Collected data entries:
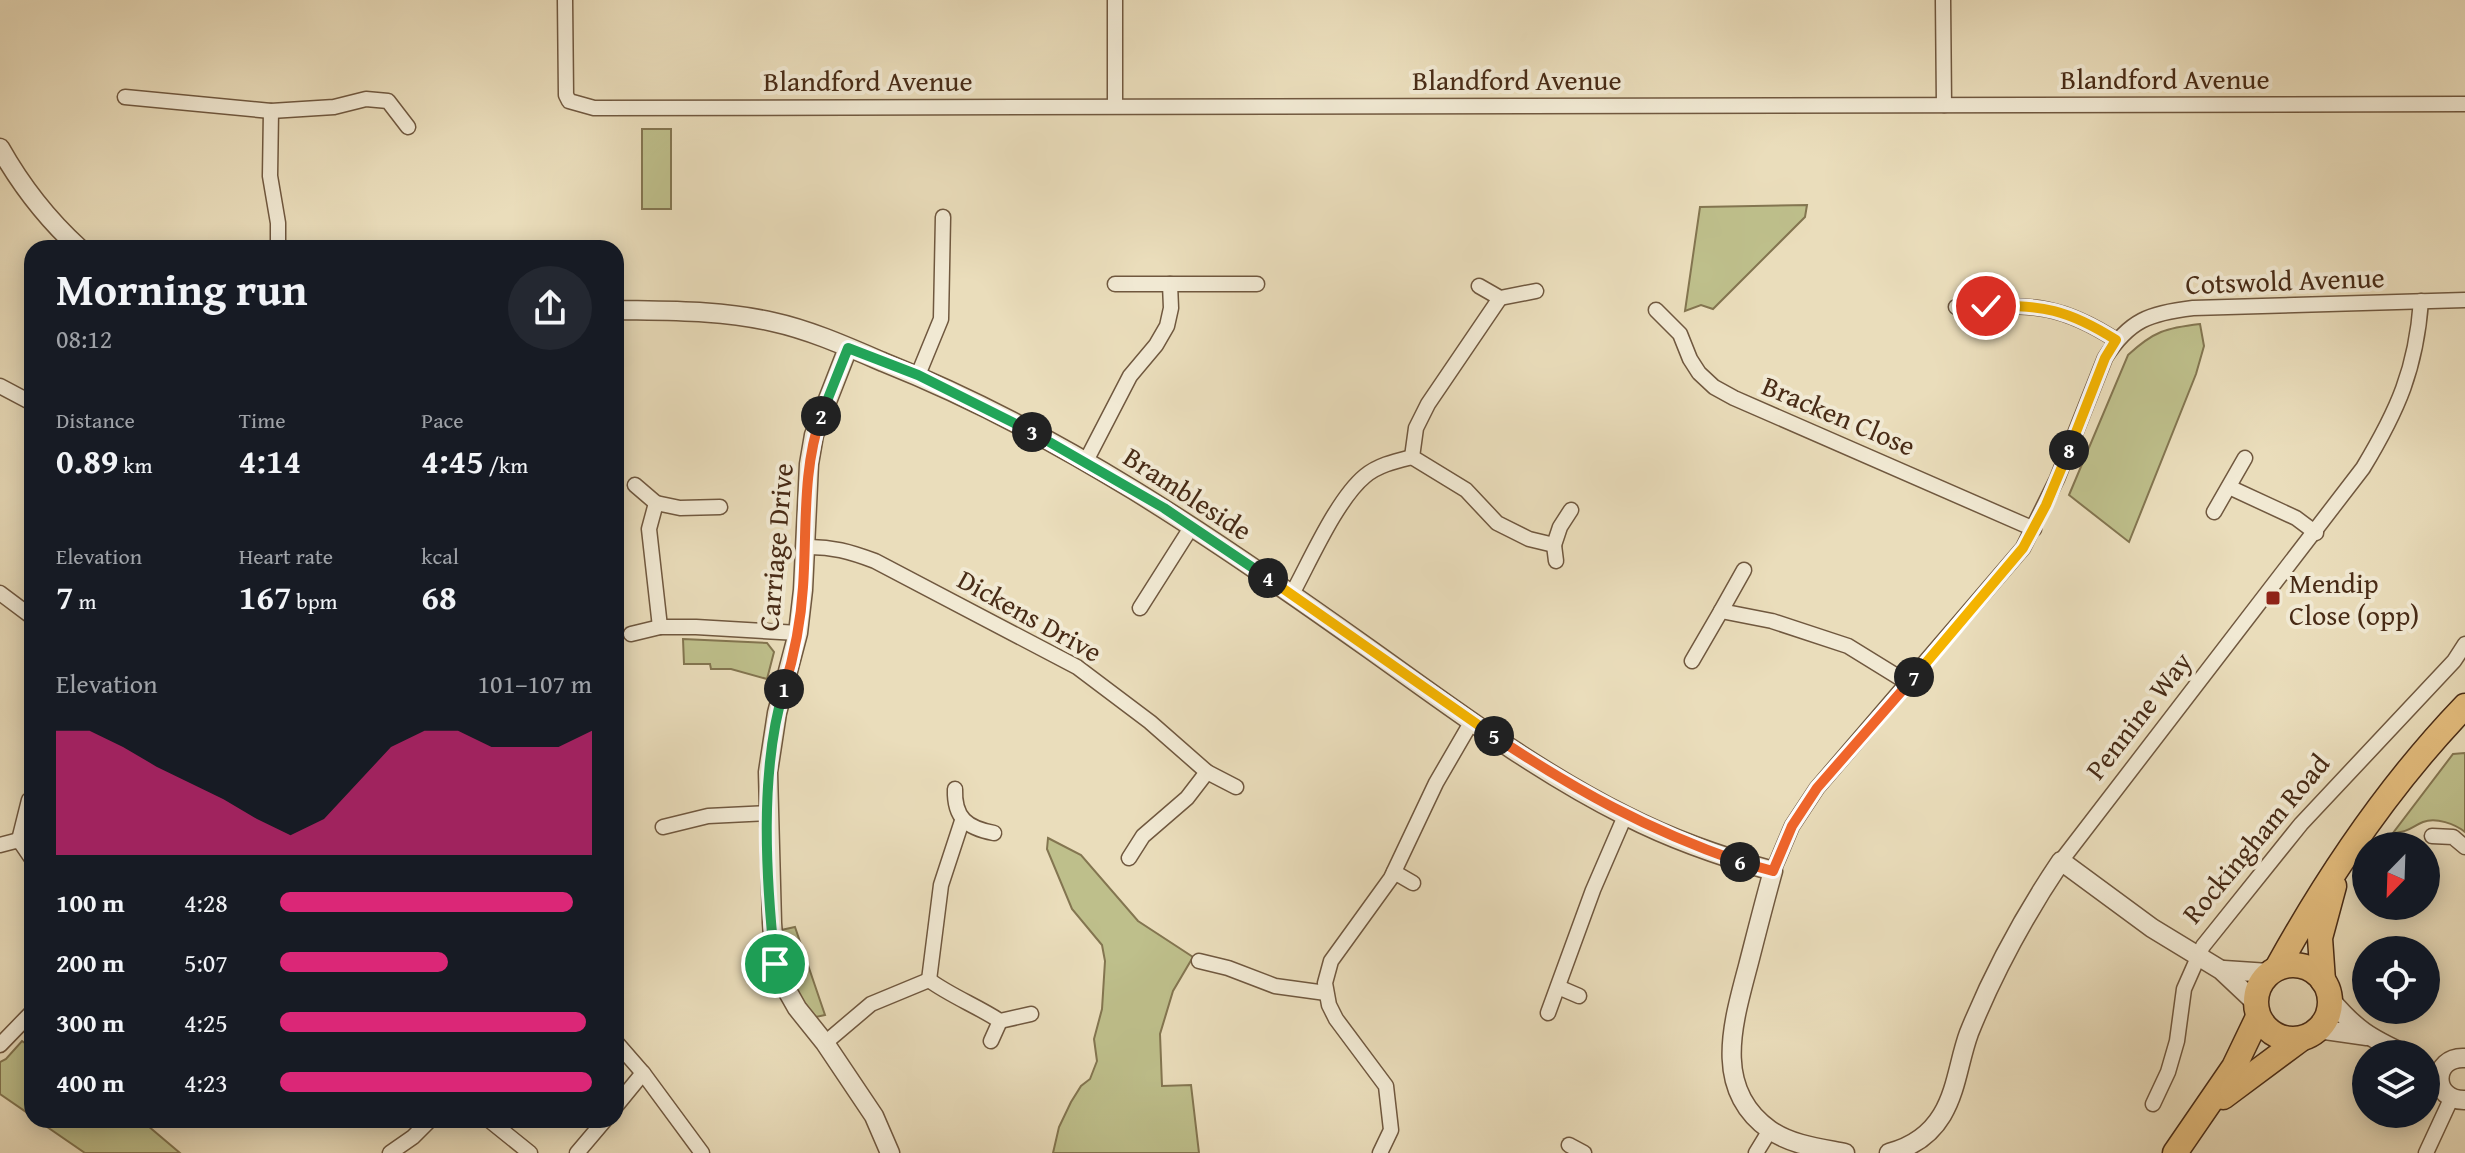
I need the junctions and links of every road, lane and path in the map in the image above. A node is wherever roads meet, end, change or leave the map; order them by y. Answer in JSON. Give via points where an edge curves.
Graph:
{"nodes":[{"id":1,"x":565,"y":0,"type":"edge"},
{"id":2,"x":1115,"y":0,"type":"edge"},
{"id":3,"x":1943,"y":0,"type":"edge"},
{"id":4,"x":125,"y":97,"type":"dead end"},
{"id":5,"x":2465,"y":104,"type":"edge"},
{"id":6,"x":1115,"y":105,"type":"junction"},
{"id":7,"x":1944,"y":105,"type":"junction"},
{"id":8,"x":271,"y":111,"type":"junction"},
{"id":9,"x":408,"y":127,"type":"dead end"},
{"id":10,"x":0,"y":148,"type":"edge"},
{"id":11,"x":943,"y":217,"type":"dead end"},
{"id":12,"x":70,"y":240,"type":"edge"},
{"id":13,"x":278,"y":240,"type":"edge"},
{"id":14,"x":1115,"y":284,"type":"dead end"},
{"id":15,"x":1170,"y":284,"type":"junction"},
{"id":16,"x":1257,"y":284,"type":"dead end"},
{"id":17,"x":1479,"y":286,"type":"dead end"},
{"id":18,"x":1536,"y":291,"type":"dead end"},
{"id":19,"x":1500,"y":298,"type":"junction"},
{"id":20,"x":2465,"y":300,"type":"edge"},
{"id":21,"x":2421,"y":301,"type":"junction"},
{"id":22,"x":1956,"y":307,"type":"dead end"},
{"id":23,"x":624,"y":310,"type":"edge"},
{"id":24,"x":1656,"y":310,"type":"dead end"},
{"id":25,"x":2116,"y":340,"type":"junction"},
{"id":26,"x":848,"y":348,"type":"junction"},
{"id":27,"x":918,"y":375,"type":"junction"},
{"id":28,"x":0,"y":386,"type":"edge"},
{"id":29,"x":24,"y":399,"type":"edge"},
{"id":30,"x":1412,"y":457,"type":"junction"},
{"id":31,"x":2245,"y":458,"type":"dead end"},
{"id":32,"x":1086,"y":461,"type":"junction"},
{"id":33,"x":635,"y":485,"type":"dead end"},
{"id":34,"x":2229,"y":487,"type":"junction"},
{"id":35,"x":656,"y":503,"type":"junction"},
{"id":36,"x":720,"y":507,"type":"dead end"},
{"id":37,"x":1571,"y":510,"type":"dead end"},
{"id":38,"x":2214,"y":512,"type":"dead end"},
{"id":39,"x":1192,"y":526,"type":"junction"},
{"id":40,"x":2034,"y":529,"type":"junction"},
{"id":41,"x":2316,"y":533,"type":"junction"},
{"id":42,"x":1554,"y":545,"type":"junction"},
{"id":43,"x":805,"y":547,"type":"junction"},
{"id":44,"x":1556,"y":561,"type":"dead end"},
{"id":45,"x":1744,"y":570,"type":"dead end"},
{"id":46,"x":0,"y":593,"type":"edge"},
{"id":47,"x":1292,"y":594,"type":"junction"},
{"id":48,"x":1140,"y":608,"type":"dead end"},
{"id":49,"x":24,"y":611,"type":"edge"},
{"id":50,"x":1721,"y":611,"type":"junction"},
{"id":51,"x":660,"y":627,"type":"junction"},
{"id":52,"x":798,"y":633,"type":"junction"},
{"id":53,"x":631,"y":634,"type":"dead end"},
{"id":54,"x":2465,"y":644,"type":"edge"},
{"id":55,"x":1692,"y":661,"type":"dead end"},
{"id":56,"x":1908,"y":683,"type":"junction"},
{"id":57,"x":2465,"y":706,"type":"edge"},
{"id":58,"x":1472,"y":721,"type":"junction"},
{"id":59,"x":1207,"y":772,"type":"junction"},
{"id":60,"x":1236,"y":787,"type":"dead end"},
{"id":61,"x":955,"y":789,"type":"dead end"},
{"id":62,"x":769,"y":813,"type":"junction"},
{"id":63,"x":1625,"y":816,"type":"junction"},
{"id":64,"x":24,"y":820,"type":"edge"},
{"id":65,"x":962,"y":821,"type":"junction"},
{"id":66,"x":663,"y":827,"type":"dead end"},
{"id":67,"x":994,"y":833,"type":"dead end"},
{"id":68,"x":2440,"y":836,"type":"edge"},
{"id":69,"x":19,"y":840,"type":"junction"},
{"id":70,"x":0,"y":845,"type":"edge"},
{"id":71,"x":24,"y":847,"type":"edge"},
{"id":72,"x":2465,"y":847,"type":"edge"},
{"id":73,"x":1129,"y":858,"type":"dead end"},
{"id":74,"x":2061,"y":861,"type":"junction"},
{"id":75,"x":2342,"y":861,"type":"junction"},
{"id":76,"x":1773,"y":871,"type":"junction"},
{"id":77,"x":1394,"y":872,"type":"junction"},
{"id":78,"x":1413,"y":883,"type":"dead end"},
{"id":79,"x":2197,"y":956,"type":"junction"},
{"id":80,"x":1199,"y":961,"type":"dead end"},
{"id":81,"x":2221,"y":970,"type":"junction"},
{"id":82,"x":2273,"y":970,"type":"junction"},
{"id":83,"x":929,"y":980,"type":"junction"},
{"id":84,"x":1558,"y":987,"type":"junction"},
{"id":85,"x":2327,"y":990,"type":"junction"},
{"id":86,"x":1326,"y":993,"type":"junction"},
{"id":87,"x":1579,"y":996,"type":"dead end"},
{"id":88,"x":2257,"y":1009,"type":"junction"},
{"id":89,"x":1548,"y":1013,"type":"dead end"},
{"id":90,"x":1031,"y":1014,"type":"dead end"},
{"id":91,"x":24,"y":1020,"type":"edge"},
{"id":92,"x":1000,"y":1021,"type":"junction"},
{"id":93,"x":2310,"y":1034,"type":"junction"},
{"id":94,"x":2367,"y":1036,"type":"junction"},
{"id":95,"x":2375,"y":1040,"type":"edge"},
{"id":96,"x":991,"y":1041,"type":"dead end"},
{"id":97,"x":825,"y":1043,"type":"junction"},
{"id":98,"x":0,"y":1045,"type":"edge"},
{"id":99,"x":624,"y":1051,"type":"edge"},
{"id":100,"x":2465,"y":1058,"type":"edge"},
{"id":101,"x":2440,"y":1064,"type":"edge"},
{"id":102,"x":643,"y":1073,"type":"junction"},
{"id":103,"x":2440,"y":1085,"type":"edge"},
{"id":104,"x":624,"y":1096,"type":"edge"},
{"id":105,"x":2458,"y":1099,"type":"edge"},
{"id":106,"x":2153,"y":1104,"type":"dead end"},
{"id":107,"x":2208,"y":1108,"type":"junction"},
{"id":108,"x":422,"y":1128,"type":"edge"},
{"id":109,"x":499,"y":1128,"type":"edge"},
{"id":110,"x":598,"y":1128,"type":"edge"},
{"id":111,"x":1770,"y":1130,"type":"junction"},
{"id":112,"x":1569,"y":1145,"type":"dead end"},
{"id":113,"x":390,"y":1153,"type":"edge"},
{"id":114,"x":530,"y":1153,"type":"edge"},
{"id":115,"x":577,"y":1153,"type":"edge"},
{"id":116,"x":702,"y":1153,"type":"edge"},
{"id":117,"x":890,"y":1153,"type":"edge"},
{"id":118,"x":1380,"y":1153,"type":"edge"},
{"id":119,"x":1584,"y":1153,"type":"edge"},
{"id":120,"x":1756,"y":1153,"type":"edge"},
{"id":121,"x":1845,"y":1153,"type":"edge"},
{"id":122,"x":1889,"y":1153,"type":"edge"},
{"id":123,"x":2175,"y":1153,"type":"edge"},
{"id":124,"x":2426,"y":1153,"type":"edge"}],
"edges":[{"from":1,"to":6,"type":"street","name":"Blandford Avenue","via":[[564,85],[569,101],[594,108]]},
{"from":2,"to":6,"type":"street"},
{"from":3,"to":7,"type":"street"},
{"from":4,"to":8,"type":"street"},
{"from":5,"to":7,"type":"street","name":"Blandford Avenue"},
{"from":6,"to":7,"type":"street","name":"Blandford Avenue"},
{"from":8,"to":9,"type":"street","via":[[388,101]]},
{"from":8,"to":13,"type":"street","via":[[270,176]]},
{"from":10,"to":12,"type":"street","via":[[28,195]]},
{"from":11,"to":27,"type":"street","via":[[941,319]]},
{"from":14,"to":15,"type":"street"},
{"from":15,"to":16,"type":"street"},
{"from":15,"to":32,"type":"street","via":[[1167,326],[1130,376]]},
{"from":17,"to":19,"type":"street"},
{"from":18,"to":19,"type":"street"},
{"from":19,"to":30,"type":"street","via":[[1428,404],[1416,428]]},
{"from":20,"to":21,"type":"street","name":"Cotswold Avenue"},
{"from":21,"to":25,"type":"street","name":"Cotswold Avenue","via":[[2158,312]]},
{"from":21,"to":41,"type":"street","name":"Pennine Way","via":[[2416,349],[2403,392],[2363,468]]},
{"from":22,"to":25,"type":"street","via":[[2039,306]]},
{"from":23,"to":26,"type":"street","name":"Brambleside","via":[[724,313],[775,322]]},
{"from":24,"to":40,"type":"street","name":"Bracken Close","via":[[1680,334],[1690,359],[1714,387]]},
{"from":25,"to":40,"type":"street"},
{"from":26,"to":27,"type":"street","name":"Brambleside"},
{"from":26,"to":43,"type":"street","name":"Carriage Drive","via":[[814,435]]},
{"from":27,"to":32,"type":"street","name":"Brambleside"},
{"from":28,"to":29,"type":"street"},
{"from":30,"to":42,"type":"street","via":[[1466,490],[1497,523]]},
{"from":30,"to":47,"type":"street","via":[[1365,475],[1347,496]]},
{"from":31,"to":34,"type":"street"},
{"from":32,"to":39,"type":"street","name":"Brambleside"},
{"from":33,"to":35,"type":"street"},
{"from":34,"to":38,"type":"street"},
{"from":34,"to":41,"type":"street"},
{"from":35,"to":36,"type":"street"},
{"from":35,"to":51,"type":"street","via":[[649,529]]},
{"from":37,"to":42,"type":"street"},
{"from":39,"to":47,"type":"street","name":"Brambleside"},
{"from":39,"to":48,"type":"street"},
{"from":40,"to":56,"type":"street","via":[[1991,588]]},
{"from":41,"to":74,"type":"street","name":"Pennine Way"},
{"from":42,"to":44,"type":"street"},
{"from":43,"to":52,"type":"street","name":"Carriage Drive"},
{"from":43,"to":59,"type":"street","name":"Dickens Drive","via":[[849,550],[875,561],[1077,667]]},
{"from":45,"to":50,"type":"street"},
{"from":46,"to":49,"type":"street"},
{"from":47,"to":58,"type":"street","name":"Brambleside"},
{"from":50,"to":55,"type":"street"},
{"from":50,"to":56,"type":"street","via":[[1848,646]]},
{"from":51,"to":52,"type":"street"},
{"from":51,"to":53,"type":"street"},
{"from":52,"to":62,"type":"street","name":"Carriage Drive","via":[[775,723]]},
{"from":54,"to":79,"type":"street","name":"Rockingham Road","via":[[2301,824]]},
{"from":56,"to":76,"type":"street","via":[[1817,788],[1792,826]]},
{"from":57,"to":75,"type":"main road","via":[[2368,821]]},
{"from":58,"to":63,"type":"street","name":"Brambleside"},
{"from":58,"to":77,"type":"street"},
{"from":59,"to":60,"type":"street","name":"Dickens Drive"},
{"from":59,"to":73,"type":"street","via":[[1187,798],[1143,836]]},
{"from":61,"to":65,"type":"street"},
{"from":62,"to":66,"type":"street","via":[[708,816]]},
{"from":62,"to":97,"type":"street","name":"Carriage Drive","via":[[775,964],[797,1008]]},
{"from":63,"to":76,"type":"street","name":"Brambleside","via":[[1678,840]]},
{"from":63,"to":84,"type":"street"},
{"from":64,"to":69,"type":"street"},
{"from":65,"to":67,"type":"street"},
{"from":65,"to":83,"type":"street","via":[[941,885]]},
{"from":68,"to":72,"type":"street","via":[[2453,837]]},
{"from":69,"to":70,"type":"street"},
{"from":69,"to":71,"type":"street"},
{"from":74,"to":79,"type":"street"},
{"from":74,"to":122,"type":"street","name":"Pennine Way","via":[[1997,968],[1942,1115],[1925,1137]]},
{"from":75,"to":82,"type":"main road"},
{"from":75,"to":85,"type":"main road","via":[[2320,938]]},
{"from":76,"to":111,"type":"street","via":[[1731,1031],[1732,1066],[1741,1098]]},
{"from":77,"to":78,"type":"street"},
{"from":77,"to":86,"type":"street","via":[[1331,961]]},
{"from":79,"to":81,"type":"street"},
{"from":79,"to":106,"type":"street","name":"Rockingham Road","via":[[2184,989],[2173,1057]]},
{"from":80,"to":86,"type":"street","via":[[1275,986]]},
{"from":81,"to":82,"type":"street"},
{"from":81,"to":88,"type":"street"},
{"from":82,"to":85,"type":"main road","via":[[2303,966],[2314,971]]},
{"from":82,"to":88,"type":"main road","via":[[2262,981]]},
{"from":83,"to":92,"type":"street"},
{"from":83,"to":97,"type":"street","via":[[871,1004]]},
{"from":84,"to":87,"type":"street"},
{"from":84,"to":89,"type":"street"},
{"from":85,"to":93,"type":"main road","via":[[2325,1021]]},
{"from":85,"to":94,"type":"street","via":[[2347,1020]]},
{"from":86,"to":118,"type":"street","via":[[1336,1019],[1386,1086],[1391,1130]]},
{"from":88,"to":93,"type":"main road","via":[[2275,1035],[2288,1039]]},
{"from":88,"to":107,"type":"main road","via":[[2234,1067]]},
{"from":90,"to":92,"type":"street"},
{"from":91,"to":98,"type":"street"},
{"from":92,"to":96,"type":"street"},
{"from":93,"to":94,"type":"street"},
{"from":93,"to":107,"type":"main road"},
{"from":94,"to":95,"type":"street"},
{"from":97,"to":117,"type":"street","name":"Carriage Drive","via":[[874,1116]]},
{"from":99,"to":102,"type":"street"},
{"from":100,"to":101,"type":"street"},
{"from":102,"to":104,"type":"street"},
{"from":102,"to":116,"type":"street"},
{"from":103,"to":105,"type":"street"},
{"from":105,"to":124,"type":"street"},
{"from":107,"to":123,"type":"main road"},
{"from":108,"to":113,"type":"street"},
{"from":109,"to":114,"type":"street"},
{"from":110,"to":115,"type":"street"},
{"from":111,"to":120,"type":"street"},
{"from":111,"to":121,"type":"street","via":[[1794,1143]]},
{"from":112,"to":119,"type":"street"}]}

• [Task] Show all lines above holding the word "main".

• [Exercise result]
{"from":57,"to":75,"type":"main road","via":[[2368,821]]},
{"from":75,"to":82,"type":"main road"},
{"from":75,"to":85,"type":"main road","via":[[2320,938]]},
{"from":82,"to":85,"type":"main road","via":[[2303,966],[2314,971]]},
{"from":82,"to":88,"type":"main road","via":[[2262,981]]},
{"from":85,"to":93,"type":"main road","via":[[2325,1021]]},
{"from":88,"to":93,"type":"main road","via":[[2275,1035],[2288,1039]]},
{"from":88,"to":107,"type":"main road","via":[[2234,1067]]},
{"from":93,"to":107,"type":"main road"},
{"from":107,"to":123,"type":"main road"},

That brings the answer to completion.